• [WHAT THE EXERCISE ASKS]
How many lines below hold the string "dead"? Report that number alone.

Saved entries:
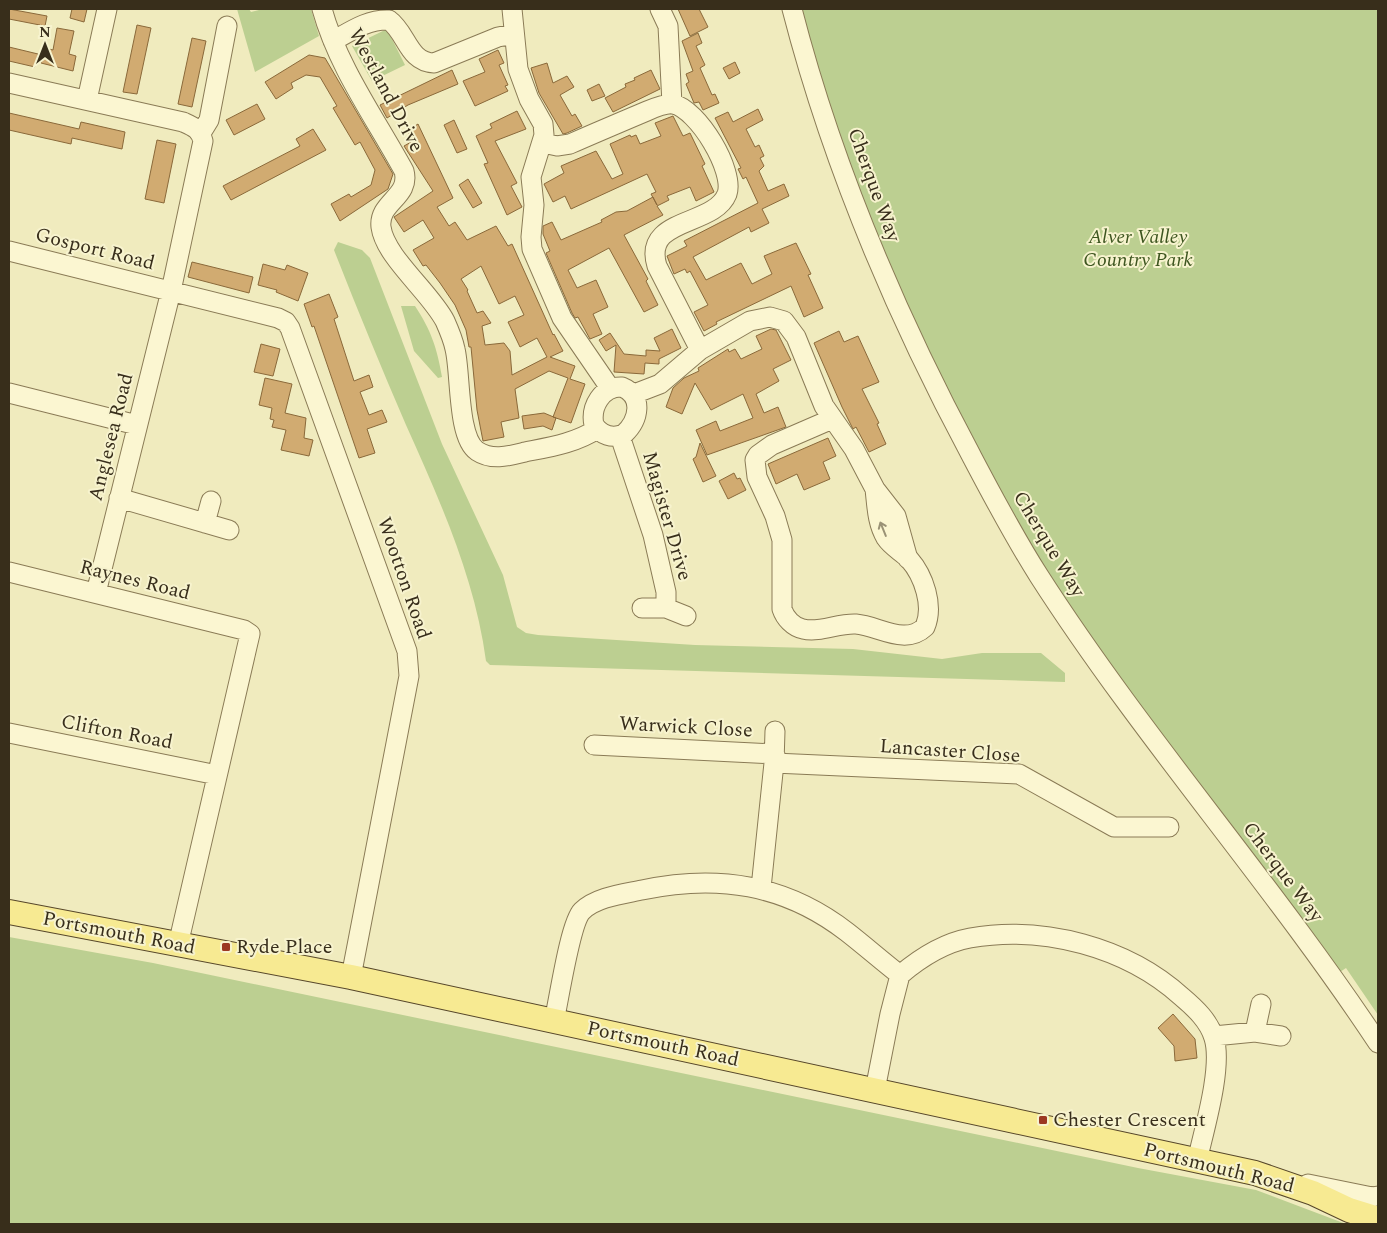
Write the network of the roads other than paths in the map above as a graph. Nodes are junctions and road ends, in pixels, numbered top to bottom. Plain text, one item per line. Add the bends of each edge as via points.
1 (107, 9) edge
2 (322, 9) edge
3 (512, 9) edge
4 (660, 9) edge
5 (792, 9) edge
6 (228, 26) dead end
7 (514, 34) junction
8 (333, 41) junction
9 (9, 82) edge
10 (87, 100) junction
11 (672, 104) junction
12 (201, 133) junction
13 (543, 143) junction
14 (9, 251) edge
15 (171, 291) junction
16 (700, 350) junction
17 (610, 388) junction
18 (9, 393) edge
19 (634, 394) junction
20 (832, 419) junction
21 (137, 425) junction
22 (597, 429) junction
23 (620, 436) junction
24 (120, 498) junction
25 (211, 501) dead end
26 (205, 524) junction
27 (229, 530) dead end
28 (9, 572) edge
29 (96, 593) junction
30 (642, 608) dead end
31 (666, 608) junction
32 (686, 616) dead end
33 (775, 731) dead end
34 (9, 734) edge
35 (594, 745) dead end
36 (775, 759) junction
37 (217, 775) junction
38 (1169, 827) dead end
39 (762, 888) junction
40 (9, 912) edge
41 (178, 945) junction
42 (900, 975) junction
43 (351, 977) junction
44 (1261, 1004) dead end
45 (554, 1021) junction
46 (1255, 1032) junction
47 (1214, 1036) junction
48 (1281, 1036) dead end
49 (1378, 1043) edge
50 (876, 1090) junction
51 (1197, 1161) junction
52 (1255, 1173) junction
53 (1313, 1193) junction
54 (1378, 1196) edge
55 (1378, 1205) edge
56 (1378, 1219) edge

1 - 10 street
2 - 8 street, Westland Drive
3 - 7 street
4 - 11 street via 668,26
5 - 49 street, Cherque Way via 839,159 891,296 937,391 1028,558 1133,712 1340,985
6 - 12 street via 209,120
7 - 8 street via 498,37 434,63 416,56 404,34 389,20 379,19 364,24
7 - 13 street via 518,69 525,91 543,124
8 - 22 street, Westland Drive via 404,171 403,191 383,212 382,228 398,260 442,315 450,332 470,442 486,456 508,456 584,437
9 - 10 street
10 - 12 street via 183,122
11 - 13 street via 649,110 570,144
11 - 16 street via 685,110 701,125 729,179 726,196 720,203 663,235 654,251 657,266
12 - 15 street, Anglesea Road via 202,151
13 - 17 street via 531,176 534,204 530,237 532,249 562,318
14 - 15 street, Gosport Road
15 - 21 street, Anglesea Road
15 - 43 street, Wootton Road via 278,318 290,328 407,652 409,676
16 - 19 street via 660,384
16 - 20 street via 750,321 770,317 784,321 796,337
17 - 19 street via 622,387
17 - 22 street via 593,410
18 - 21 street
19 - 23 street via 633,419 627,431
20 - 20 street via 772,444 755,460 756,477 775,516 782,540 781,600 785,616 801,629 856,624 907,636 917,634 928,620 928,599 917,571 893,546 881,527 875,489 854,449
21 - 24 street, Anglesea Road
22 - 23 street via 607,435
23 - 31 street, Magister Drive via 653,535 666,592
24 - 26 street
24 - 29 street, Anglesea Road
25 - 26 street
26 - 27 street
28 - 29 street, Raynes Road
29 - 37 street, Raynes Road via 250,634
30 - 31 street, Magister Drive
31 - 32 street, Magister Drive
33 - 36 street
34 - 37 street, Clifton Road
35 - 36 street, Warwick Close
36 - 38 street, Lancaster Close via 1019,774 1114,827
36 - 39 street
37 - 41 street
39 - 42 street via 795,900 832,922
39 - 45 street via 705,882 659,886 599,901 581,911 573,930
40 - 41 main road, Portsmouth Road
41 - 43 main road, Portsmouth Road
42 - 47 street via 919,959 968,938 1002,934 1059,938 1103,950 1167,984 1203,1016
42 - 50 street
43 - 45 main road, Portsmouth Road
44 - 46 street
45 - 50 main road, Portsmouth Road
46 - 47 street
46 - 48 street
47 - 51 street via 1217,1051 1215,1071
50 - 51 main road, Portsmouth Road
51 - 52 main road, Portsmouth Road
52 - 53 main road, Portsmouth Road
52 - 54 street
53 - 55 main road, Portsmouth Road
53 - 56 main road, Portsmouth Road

• [RESPONSE BOX]
10